Apresentado no Bahia, Freeland minimiza crise no clube e foca em contratações para Série B
Novo diretor de futebol, Eduardo Freeland foi apresentado oficialmente pelo Bahia nesta quarta-feira (9). Na entrevista coletiva, o dirigente minimizou a crise no clube apontando as qualidades necessárias que o Tricolor possui para dar a volta por cima.
"O futebol é crise quase que na normalidade. Por mais que esteja em bom momento, uma derrota ou um empate gera um crise. O momento é muito delicado, a gente tem ciência disso. Mas o que a gente analisa quando temos uma escolha, inclusive, voltar e assumir um cargo importante como esse para o futebol brasileiro, não só no Nordeste ou no estado. Temos total consciência disso, porque o Bahia reúne todas as capacidades para sair desse lugar. Tem um elenco de bom nível, tem estrutura de nível muito alto, tem pessoas que comandam o clube e estão no futebol de um nível muito alto. Mas é futebol e a bola precisa entrar, precisa ter resultado. O que a gente vai buscar é entender, diagnosticar muito rápido em cima de coisas que já estou estudando há um tempo e tenho acompanhado, para que a gente possa ser o mais acertível possível nas tomadas de decisão, nas influências internas, para que a gente consiga reverter esse quadro mais rápido possível", afirmou.
Sobre contratações, Freeland disse que deverá chegar, no mínimo, seis reforços no Tricolor.
"Sem dúvidas que contratações vão acontecer. A gente pensa em, no mínimo, seis contratações. Temos uma experiência vivida no passado, que entendemos ter algumas capacidades, competências e perfil que esses atletas têm que ter para a competição-alvo que é a Série B. Vamos ter várias reuniões ao longo da semana. Vou entender o processo que o Bahia já tem para entender se eu posso contribuir com esse processo de prospecção, contratação e finalização da contratação. Mas a ideia é a gente começar a falar, se aprofundar e mergulhar nisso agora", falou.

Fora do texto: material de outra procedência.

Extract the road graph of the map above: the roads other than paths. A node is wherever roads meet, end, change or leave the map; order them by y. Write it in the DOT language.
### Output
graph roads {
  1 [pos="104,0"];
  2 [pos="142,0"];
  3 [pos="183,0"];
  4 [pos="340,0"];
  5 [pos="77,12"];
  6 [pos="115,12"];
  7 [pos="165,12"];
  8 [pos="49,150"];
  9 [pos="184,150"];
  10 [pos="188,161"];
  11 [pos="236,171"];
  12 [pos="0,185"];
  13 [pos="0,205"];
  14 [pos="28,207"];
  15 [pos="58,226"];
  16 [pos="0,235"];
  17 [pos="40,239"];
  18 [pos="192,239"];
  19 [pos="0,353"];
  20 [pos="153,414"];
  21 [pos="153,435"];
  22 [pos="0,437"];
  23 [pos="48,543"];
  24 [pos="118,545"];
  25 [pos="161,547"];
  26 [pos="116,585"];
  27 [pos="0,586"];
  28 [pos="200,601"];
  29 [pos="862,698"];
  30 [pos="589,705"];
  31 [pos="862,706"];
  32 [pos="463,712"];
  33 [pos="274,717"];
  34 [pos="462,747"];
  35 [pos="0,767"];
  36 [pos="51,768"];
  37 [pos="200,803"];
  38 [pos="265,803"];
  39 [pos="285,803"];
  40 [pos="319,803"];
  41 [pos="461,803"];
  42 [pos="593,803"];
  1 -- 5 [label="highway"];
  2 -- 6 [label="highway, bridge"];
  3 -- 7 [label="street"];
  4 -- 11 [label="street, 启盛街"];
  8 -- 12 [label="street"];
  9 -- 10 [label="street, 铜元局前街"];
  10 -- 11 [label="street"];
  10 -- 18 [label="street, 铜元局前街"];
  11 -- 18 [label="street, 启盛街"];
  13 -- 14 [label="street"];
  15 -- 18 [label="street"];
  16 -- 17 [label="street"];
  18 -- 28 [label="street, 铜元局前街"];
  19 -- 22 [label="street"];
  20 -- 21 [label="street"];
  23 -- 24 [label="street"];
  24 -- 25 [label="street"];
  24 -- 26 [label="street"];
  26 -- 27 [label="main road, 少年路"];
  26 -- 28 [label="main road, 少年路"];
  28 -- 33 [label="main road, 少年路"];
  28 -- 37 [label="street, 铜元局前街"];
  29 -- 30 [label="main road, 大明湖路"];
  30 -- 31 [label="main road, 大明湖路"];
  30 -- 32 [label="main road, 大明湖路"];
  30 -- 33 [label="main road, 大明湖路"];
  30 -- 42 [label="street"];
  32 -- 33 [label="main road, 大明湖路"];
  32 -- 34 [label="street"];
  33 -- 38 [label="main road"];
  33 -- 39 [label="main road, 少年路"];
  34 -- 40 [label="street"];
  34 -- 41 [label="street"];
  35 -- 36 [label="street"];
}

O principal objetivo do Bahia na temporada de 2022 é conquistar o acesso. A Série B está marcada para começar no dia 8 de abril. Já a janela de transferências se encerra quatro dias depois que a bola rolar para a Segundona. Freeland admitiu que o tempo é curto, mas acredita que será suficiente para deixar o Bahia pronto para brigar por uma vaga na elite do ano que vem.
"Futebol muda muito de dois, três dias em diante, porque você tem jogo a cada três, quatro dias. Eu não vejo grandes problemas. A gente tem sim uma janela que se fecha no dia 12 de abril. Então, precisamos correr para reforçar o nosso elenco. A gente tem um elenco de jogadores capacitados, tanto é que mercados da Série A vieram buscar jogadores aqui, tem interesse em jogadores que estão aqui hoje. Sabemos que temos um grupo de atletas que estão comprometidos, por todas as informações que colhi. É um grupo de atletas que tem qualificação para defender a camisa do Bahia. Mas é óbvio, precisamos de contratações. Temos um tempo curto? É um tempo curto, mas não vejo grandes dificuldades e acredito que a gente vá conseguir iniciar o Brasileiro da Série B já bem melhor preparado para que a gente consiga nosso objetivo ao final da temporada", disse.
Eduardo Freeland tem passagens por clubes como Cruzeiro, Flamengo e seu último trabalho havia sido no Botafogo. Ele era o diretor do Fogão na campanha do acesso à Série A do ano passado. O dirigente se disse orgulhoso em desempenhar um novo trabalho no Bahia.
"Estou muito orgulhoso de conhecer o CT Evaristo e de fazer parte da história de um clube que sempre admirei muito, que se reconstruiu de 2013 para cá e é realmente muito emocionante. Eu venho namorando essa possibilidade há algum tempo. Recentemente, a gente vem mantendo conversas com o presidente Guilherme já há alguns meses, namorando para que essa possibilidade acontecesse e, enfim, estou aqui. Sei da responsabilidade, sei exatamente qual é o caminho que é muito tortuoso, muito difícil. A gente sabe que a expectativa da torcida é altíssima, por responsabilidade de vocês que fizeram o Bahia voltar a ter um destaque nacional muito grande e é natural que se crie essa torcida que está querendo de novo que a gente recoloque o Bahia onde não poderia ter saído jamais, pela estrutura que tem, pelas pessoas que tem. Realmente estou muito feliz", comentou.